Les opérations programmées comportent plusieurs volets :
un important volet de conservation préventive, qui se traduit à la fois dans la conception du bâtiment et dans les modalités retenues pour la présentation du tambour au public ;
un travail sur la scénographie de l'exposition, élaborée en lien avec la communauté atchan ;
la communauté atchan est également associée à la mise en récit de l'histoire du tambour, construite avec l'appui d'une commission scientifique, dans l'ambition d'aboutir à une histoire partagée entre la France et la Côte d'Ivoire ;
le volet de médiation repose notamment sur la numérisation 3D des pièces du musée, à laquelle les équipes du MCCI ont été formées, et qui permet également de sécuriser les collections et de favoriser la recherche scientifique. La version numérisée de Djidji Ayôkwê a été diffusée lors de la cérémonie d'ouverture de la dernière coupe d'Afrique des nations (CAN).
Ces quatre axes sont complétés par un projet global de valorisation du patrimoine ivoirien, qui permettra d'inscrire la dynamique ainsi initiée dans la durée. Celui-ci comprend notamment la rédaction d'un livre blanc visant à structurer la politique muséale ivoirienne, le développement de partenariats institutionnels, notamment avec l'école du Louvre, ainsi que des opérations de formation et de professionnalisation des conservateurs à l'échelle régionale.

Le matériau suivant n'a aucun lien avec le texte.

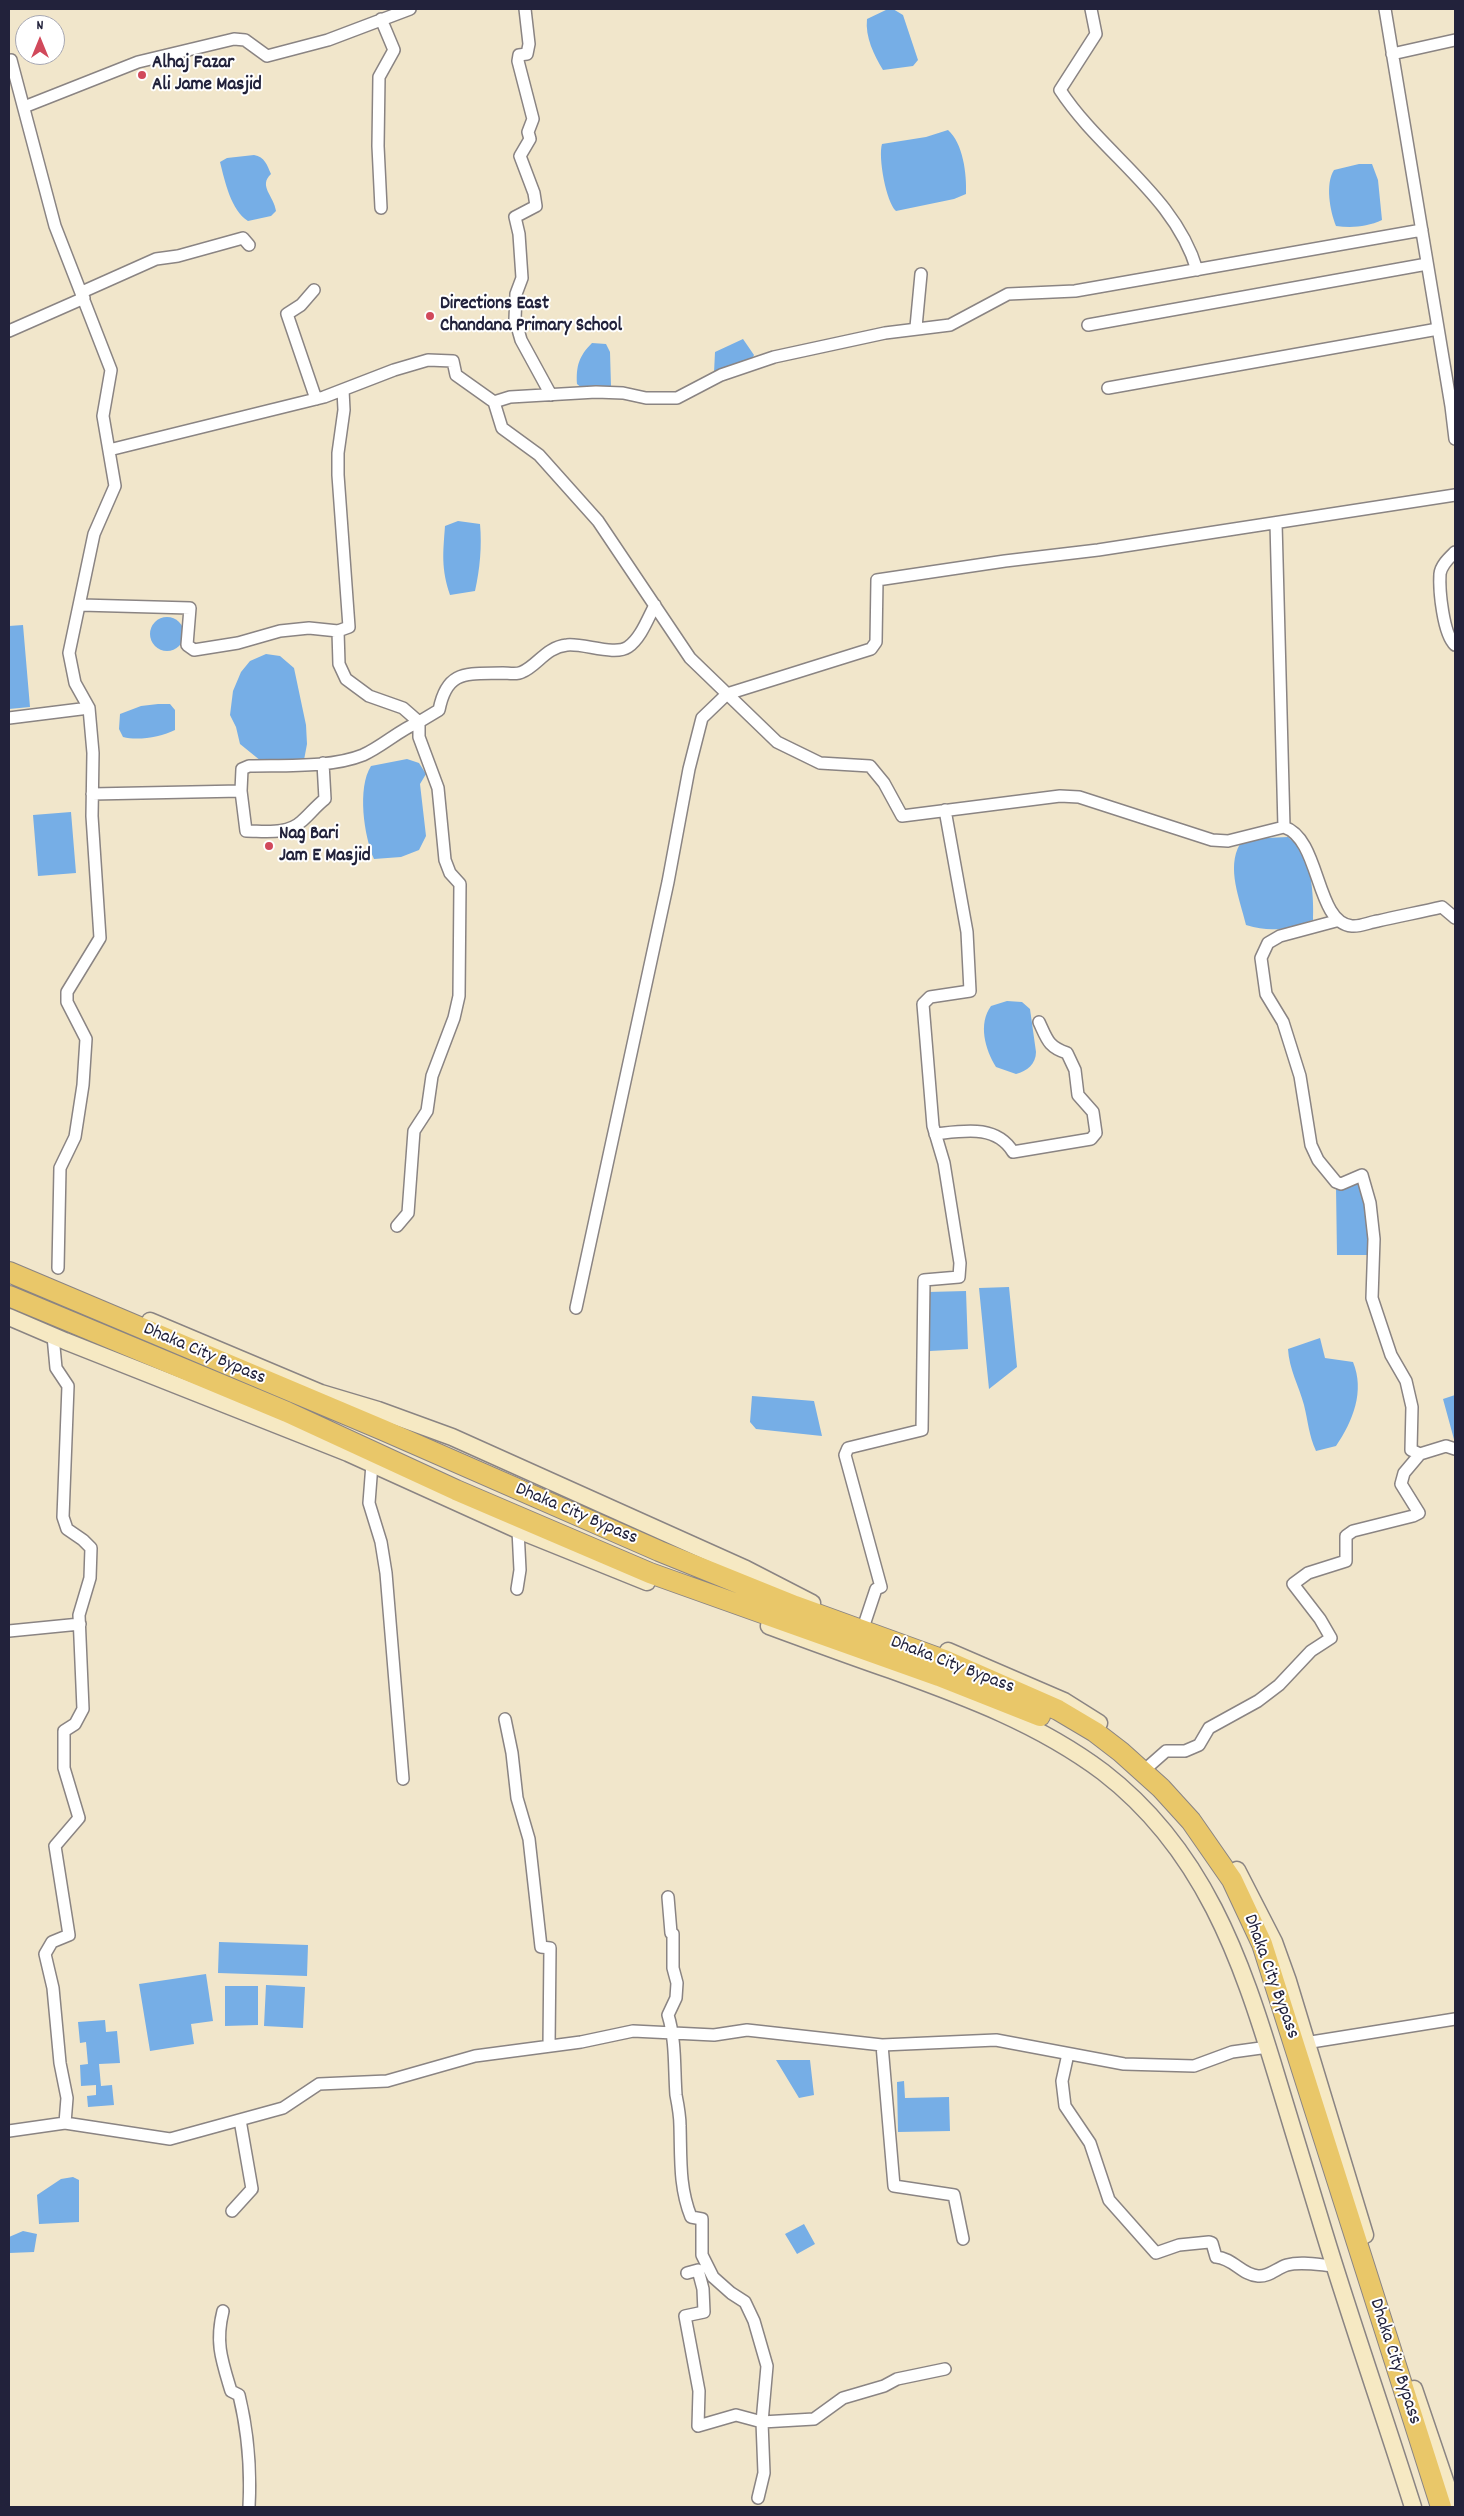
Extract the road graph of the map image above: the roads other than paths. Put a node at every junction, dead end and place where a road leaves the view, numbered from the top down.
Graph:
1 (410, 9) edge
2 (526, 9) edge
3 (1091, 9) edge
4 (1385, 9) edge
5 (381, 19) junction
6 (1455, 40) edge
7 (9, 48) edge
8 (1392, 54) junction
9 (10, 61) edge
10 (24, 107) junction
11 (381, 208) dead end
12 (1422, 230) junction
13 (249, 245) dead end
14 (1427, 264) junction
15 (1197, 270) junction
16 (921, 274) dead end
17 (314, 290) dead end
18 (83, 295) junction
19 (1088, 324) dead end
20 (916, 327) junction
21 (1438, 329) junction
22 (9, 331) edge
23 (1108, 388) dead end
24 (343, 390) junction
25 (551, 395) junction
26 (316, 399) junction
27 (494, 402) junction
28 (1453, 405) edge
29 (1455, 439) edge
30 (109, 450) junction
31 (1455, 495) edge
32 (1276, 523) junction
33 (1455, 552) edge
34 (81, 605) junction
35 (655, 605) junction
36 (338, 631) junction
37 (1455, 645) edge
38 (727, 694) junction
39 (89, 708) junction
40 (9, 718) edge
41 (419, 722) junction
42 (323, 763) junction
43 (241, 791) junction
44 (92, 794) junction
45 (945, 810) junction
46 (1284, 827) junction
47 (1455, 918) edge
48 (1336, 921) junction
49 (1039, 1022) dead end
50 (935, 1134) junction
51 (396, 1226) dead end
52 (9, 1263) edge
53 (58, 1268) dead end
54 (9, 1272) edge
55 (9, 1296) edge
56 (576, 1308) dead end
57 (9, 1317) edge
58 (53, 1336) junction
59 (1455, 1449) edge
60 (1420, 1454) junction
61 (372, 1464) junction
62 (518, 1530) junction
63 (516, 1589) dead end
64 (865, 1622) junction
65 (80, 1624) junction
66 (9, 1631) edge
67 (505, 1719) dead end
68 (1149, 1766) junction
69 (403, 1779) dead end
70 (668, 1897) dead end
71 (1455, 2019) edge
72 (673, 2033) junction
73 (1305, 2043) junction
74 (882, 2045) junction
75 (549, 2046) junction
76 (1268, 2047) junction
77 (1068, 2054) junction
78 (240, 2120) junction
79 (65, 2123) junction
80 (9, 2131) edge
81 (232, 2211) dead end
82 (963, 2239) dead end
83 (1334, 2266) junction
84 (687, 2273) dead end
85 (223, 2311) dead end
86 (945, 2369) dead end
87 (762, 2422) junction
88 (758, 2498) dead end
89 (249, 2507) edge
90 (1413, 2507) edge
91 (1428, 2507) edge
92 (1440, 2507) edge
93 (1454, 2507) edge

1 - 5 street
2 - 25 street
3 - 15 street
4 - 8 street
5 - 10 street
5 - 11 street
6 - 8 street
7 - 9 street
8 - 12 street
9 - 10 street
10 - 18 street
12 - 14 street
12 - 15 street
13 - 18 street
14 - 19 street
14 - 21 street
15 - 20 street
16 - 20 street
17 - 26 street
18 - 22 street
18 - 30 street
20 - 25 street
21 - 23 street
21 - 28 street
24 - 26 street
24 - 27 street
24 - 36 street
25 - 27 street
26 - 30 street
27 - 35 street
28 - 29 street
30 - 34 street
31 - 32 street
32 - 38 street
32 - 46 street
33 - 37 street
34 - 36 street
34 - 39 street
35 - 38 street
35 - 41 street
36 - 41 street
38 - 45 street
38 - 56 street
39 - 40 street
39 - 44 street
41 - 42 street
41 - 51 street
42 - 43 street
42 - 43 street
43 - 44 street
44 - 53 street
45 - 46 street
45 - 50 street
46 - 48 street
47 - 48 street
48 - 60 street
49 - 50 street
50 - 64 street
52 - 64 main road
54 - 92 highway, Dhaka City Bypass
55 - 91 highway, Dhaka City Bypass
57 - 58 main road
58 - 61 main road
58 - 65 street
59 - 60 street
60 - 68 street
61 - 62 main road
61 - 69 street
62 - 63 street
62 - 76 main road
64 - 68 main road
65 - 66 street
65 - 79 street
67 - 75 street
68 - 73 main road
70 - 72 street
71 - 73 street
72 - 74 street
72 - 75 street
72 - 87 street
73 - 93 main road
74 - 77 street
74 - 82 street
75 - 78 street
76 - 77 street
76 - 83 main road
77 - 83 street
78 - 79 street
78 - 81 street
79 - 80 street
83 - 90 main road
84 - 87 street
85 - 89 street
86 - 87 street
87 - 88 street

Les méthodes ainsi mises en oeuvre correspondent largement aux préconisations formulées par la commission dans son rapport de 2020 sur les restitutions d'oeuvres d'art3(*), qui a notamment recommandé le développement d'une expertise scientifique préalable à toute opération de restitution, la formation des professionnels des musées dans les pays demandeurs, la mise en place de partenariats en matière de conservation et de restauration, la numérisation des collections occidentales et le développement d'interactions entre acteurs muséaux et universitaires sur les recherches de provenance, en y associant l'école du Louvre.
Le rapporteur souligne l'exemplarité du projet muséal ivoirien suscité par la perspective du retour du tambour, qui associe une forte dynamique de coopération à la construction d'un récit historique partagé, sur la base d'une solide expertise scientifique. Cette démarche, qui correspond aux préconisations de la commission dans ses travaux de contrôle, permet une réappropriation de son patrimoine par la Côte d'Ivoire en même temps qu'une analyse de son passé colonial par la France.
* 2 Cet outil contractuel permet de convertir la dette des pays pauvres très endettés en programmes de développement dont la mise en oeuvre et le suivi sont confiés à l'AFD.
* 3 Le retour des biens culturels aux pays d'origine : un défi pour le projet universel des musées français, rapport d'information n° 239 (2020-2021), déposé le 16 décembre 2020 par Mme Catherine Morin-Desailly, présidente de la mission, et MM. Max Brisson et Pierre Ouzoulias, rapporteurs.